Well, dreams can come true.
After three years of grueling training, the man known as “Tegs” swapped out the Cardinal and White Wisconsin jersey for one of Red, White and Blue, representing the United States in the XXIX Olympic Games in Beijing, China.
Tegenkamp, with a time of 13:33.13 in the final, finished as the 13th fastest runner in the world at 5,000 meters. Ethiopian Kenenisa Bekele took the gold medal with an Olympic record-breaking 12:57.82 mark in the final.
“I just didn’t have it. It was a slow first mile, and then they started going. At the mile we were seven seconds off 12:55 pace, but he still ran 12:57,” Tegenkamp said in his blog on KIMbia.net. “I thought I was ready to roll. They were messing around with the pace. It took a toll. It was tough. I might have forced myself too hard to cover the moves. I should have run more patiently to get back in it.”
To qualify for the 5,000-meter finals, Tegenkamp won the first heat with a time of 13:37.36—the fastest time in any qualifying heat.
Despite a somewhat disappointing final, the 2005 Wisconsin grad is already looking to next year and London in 2012.
“I’ve got a lot of work to do. I’ve got to get a lot stronger,” Tegenkamp blogged. “I know I have the finish. Now I have to get close enough to use it. I have to work on the important part of the race, the first 3K. I hope to close the gap…I’ve got the anaerobic system. I can kick with gusto. I’ve got to get more miles in to get stronger, but I have to be smart about it. My coach and I have a plan. We’re going to switch things up a little next year.”
Beau Hoopman & Micah Boyd, Men’s Rowing As the oldest sport at the University of Wisconsin, rowing dates back to 1878 when it became a part of intramural competition.
How fitting that two former Badger rowers helped earn the only American men’s rowing medal of the 2008 Olympic Games.
The Wisconsin duo of Beau Hoopman and Micah Boyd, who graduated in 2003 and 2004 respectively, reunited as part of the crew of the US men’s eight boat. That group went on to claim the Bronze Medal with a time of 5:25.34—just 23 hundredths of a second behind silver medalist Great Britain. Canada took the gold with a time of 5:23.89.
After a disappointing second place finish in the qualifying heat in which the US rowers were out-stroked by the British, the Americans were sent to the repechage to earn their spots in the final.
“I don’t know if it was the extra day, or the eerily flat conditions, but we didn’t have a super efficient race,” Hoopman, a Plymouth, Wis. native, blogged to the Sheboygan Press. “We got out with everyone, but couldn’t hold our own in the second 500 meters of the race against the Brits. They had a massive move that we didn’t respond to, and the majority of the race felt like rowing on a Nordic Track, a lot of movement but not a lot of resistance. We rowed about 2 strokes per minute over our usual pace and there wasn’t a lot of pressure behind the blades.”

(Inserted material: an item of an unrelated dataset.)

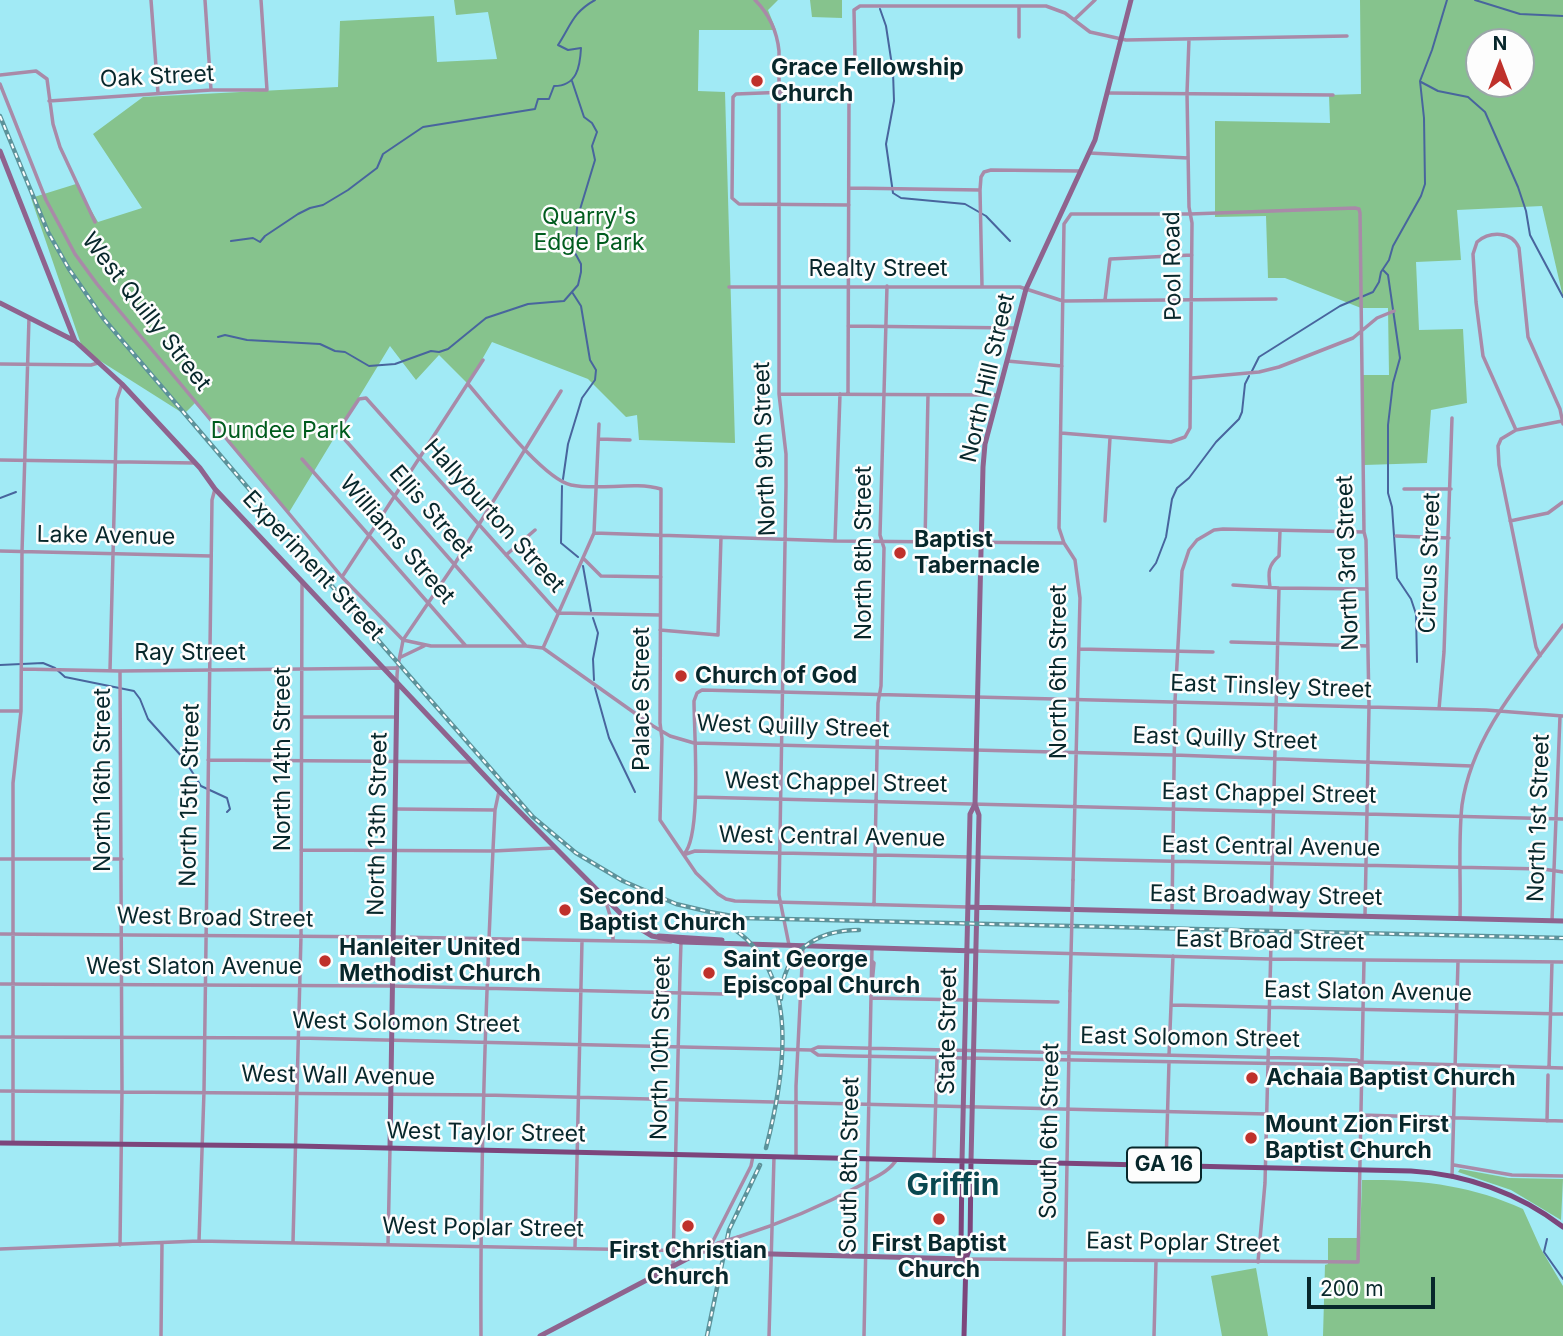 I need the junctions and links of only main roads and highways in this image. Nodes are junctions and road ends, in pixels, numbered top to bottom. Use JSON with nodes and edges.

The American boat finished in first place with a time of 5:38.95 which sent them to the A Finals.
“Today we corrected the pace of the piece and came out on top in a very well contested rep,” Hoopman blogged. “With so few boats (eight) in the event, it meant that the medal hopes for two crews was over at the finish line, so you can imagine every crew out there was pulling their minds off.”

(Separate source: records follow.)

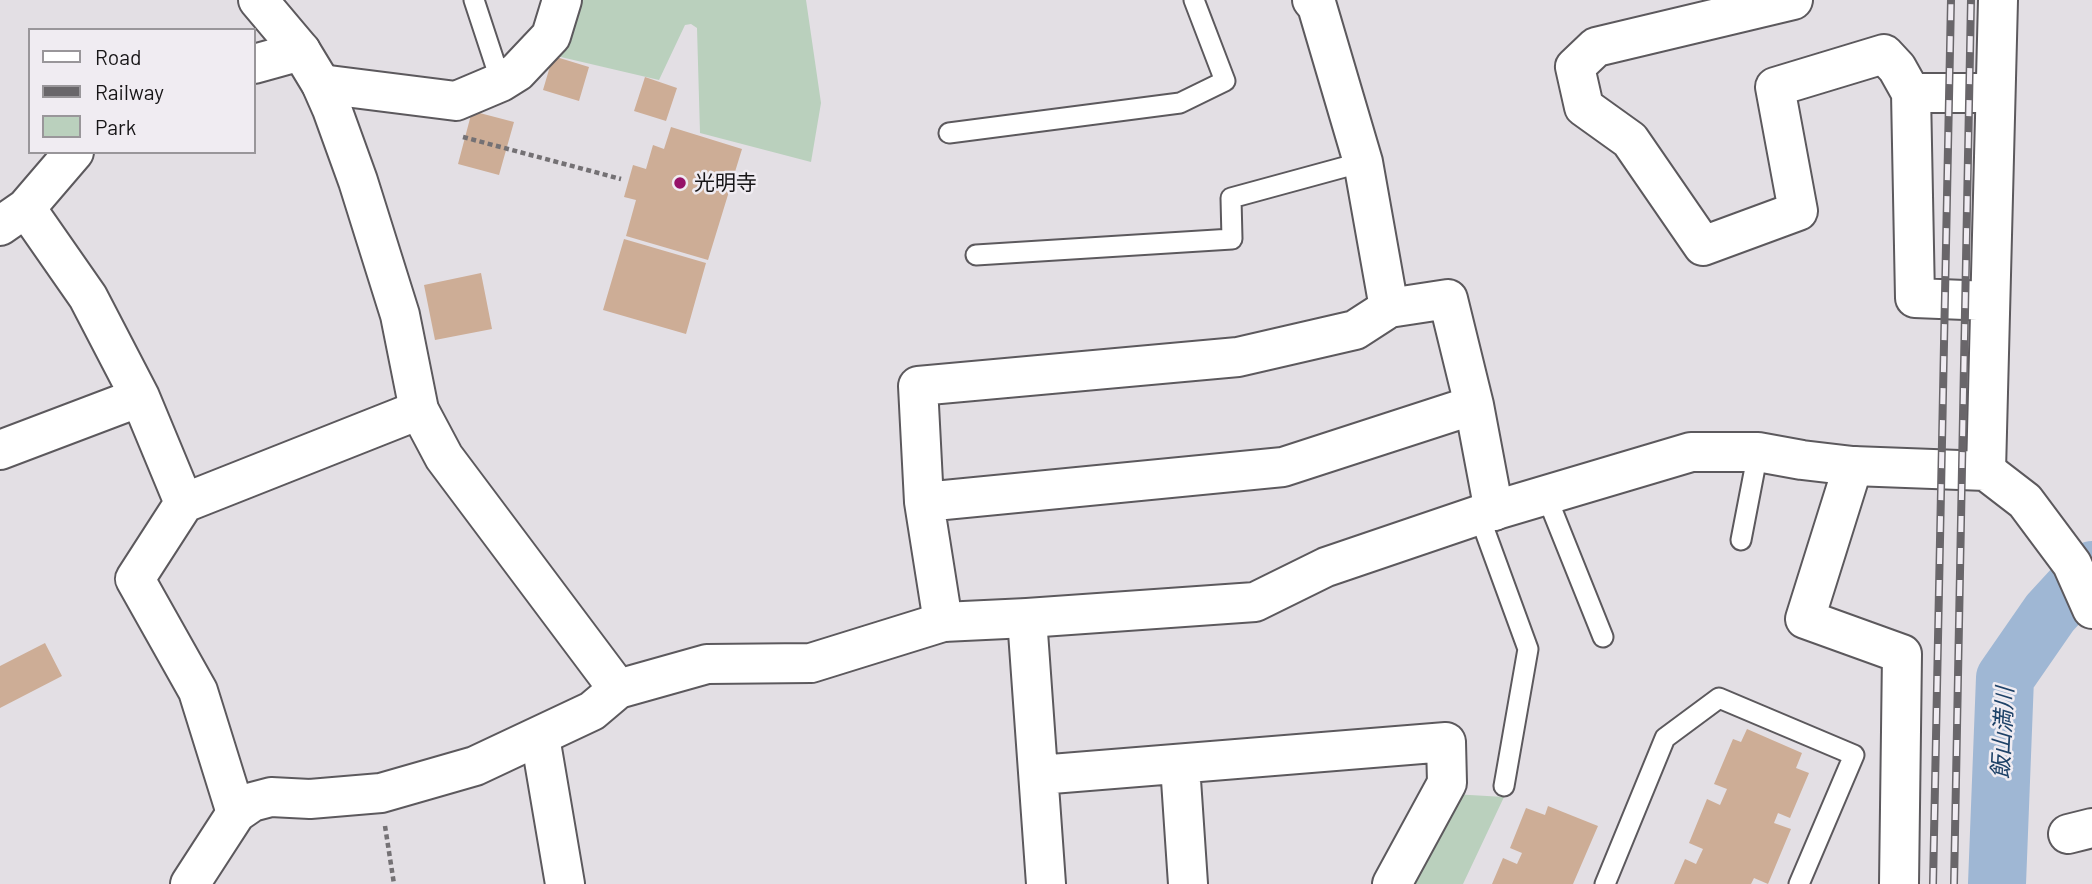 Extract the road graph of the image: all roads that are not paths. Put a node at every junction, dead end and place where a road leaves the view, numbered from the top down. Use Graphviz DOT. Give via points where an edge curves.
graph roads {
  1 [pos="257,0"];
  2 [pos="474,0"];
  3 [pos="562,0"];
  4 [pos="1194,0"];
  5 [pos="1312,0"];
  6 [pos="1793,0"];
  7 [pos="1998,0"];
  8 [pos="301,51"];
  9 [pos="256,63"];
  10 [pos="501,82"];
  11 [pos="321,84"];
  12 [pos="1910,93"];
  13 [pos="1995,93"];
  14 [pos="949,133"];
  15 [pos="72,154"];
  16 [pos="1363,162"];
  17 [pos="13,217"];
  18 [pos="976,255"];
  19 [pos="1990,301"];
  20 [pos="1389,308"];
  21 [pos="140,397"];
  22 [pos="1474,405"];
  23 [pos="419,410"];
  24 [pos="0,450"];
  25 [pos="1758,452"];
  26 [pos="1853,466"];
  27 [pos="1986,471"];
  28 [pos="1546,495"];
  29 [pos="924,502"];
  30 [pos="184,503"];
  31 [pos="1486,513"];
  32 [pos="1741,540"];
  33 [pos="2090,603"];
  34 [pos="1027,618"];
  35 [pos="943,622"];
  36 [pos="1603,637"];
  37 [pos="618,689"];
  38 [pos="540,737"];
  39 [pos="1180,765"];
  40 [pos="1039,775"];
  41 [pos="1504,786"];
  42 [pos="236,813"];
  43 [pos="190,884"];
  44 [pos="565,884"];
  45 [pos="1046,884"];
  46 [pos="1188,884"];
  47 [pos="1392,884"];
  48 [pos="1605,884"];
  49 [pos="1799,884"];
  50 [pos="1899,884"];
  1 -- 8 [label="street"];
  2 -- 10 [label="lane"];
  3 -- 10 [label="street" via="551,36"];
  4 -- 14 [label="lane" via="1225,81 1180,103"];
  5 -- 16 [label="street"];
  6 -- 12 [label="street" via="1596,47 1575,67 1584,107 1630,140 1703,246 1798,211 1775,87 1884,54"];
  7 -- 13 [label="street"];
  8 -- 9 [label="street"];
  8 -- 11 [label="street"];
  10 -- 11 [label="street" via="456,101"];
  11 -- 23 [label="street" via="358,181 400,315"];
  12 -- 13 [label="street"];
  12 -- 19 [label="street" via="1915,298"];
  13 -- 19 [label="street"];
  15 -- 17 [label="street"];
  16 -- 18 [label="lane" via="1231,198 1232,239"];
  16 -- 20 [label="street"];
  17 -- 21 [label="street" via="88,297"];
  19 -- 27 [label="street"];
  20 -- 22 [label="street" via="1448,299"];
  20 -- 29 [label="street" via="1355,330 1238,357 918,386"];
  21 -- 24 [label="street"];
  21 -- 30 [label="street"];
  22 -- 29 [label="street" via="1283,467"];
  22 -- 31 [label="street"];
  23 -- 30 [label="street"];
  23 -- 37 [label="street" via="444,457"];
  25 -- 26 [label="street"];
  25 -- 28 [label="street" via="1691,452"];
  25 -- 32 [label="lane"];
  26 -- 27 [label="street"];
  26 -- 50 [label="street" via="1805,619 1902,654"];
  27 -- 33 [label="street" via="2025,501 2072,564"];
  28 -- 31 [label="street"];
  28 -- 36 [label="lane"];
  29 -- 35 [label="street"];
  30 -- 42 [label="street" via="135,579 198,691"];
  31 -- 34 [label="street" via="1326,567 1255,602"];
  31 -- 41 [label="lane" via="1528,649"];
  34 -- 35 [label="street"];
  34 -- 40 [label="street"];
  35 -- 37 [label="street" via="811,663 707,664"];
  37 -- 38 [label="street" via="592,711"];
  38 -- 42 [label="street" via="475,766 381,793 271,797"];
  38 -- 44 [label="street"];
  39 -- 40 [label="street"];
  39 -- 46 [label="street"];
  39 -- 47 [label="street" via="1446,742 1447,783"];
  40 -- 45 [label="street"];
  42 -- 43 [label="street"];
  48 -- 49 [label="lane" via="1665,738 1719,698 1854,755"];
}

Amy Vermeulen, Women’s Soccer
Amy Vermeulen, a 2005 graduate from Wisconsin, represented her native Canada as an alternate soccer player in the Beijing games, of which Canada did not earn a medal. Though she saw no playing time in Beijing’s National Stadium, Vermeulen excelled as a two sport athlete in soccer and hockey at Wisconsin.
—KIMbia.net. and the Sheboygan Press contributed to this report.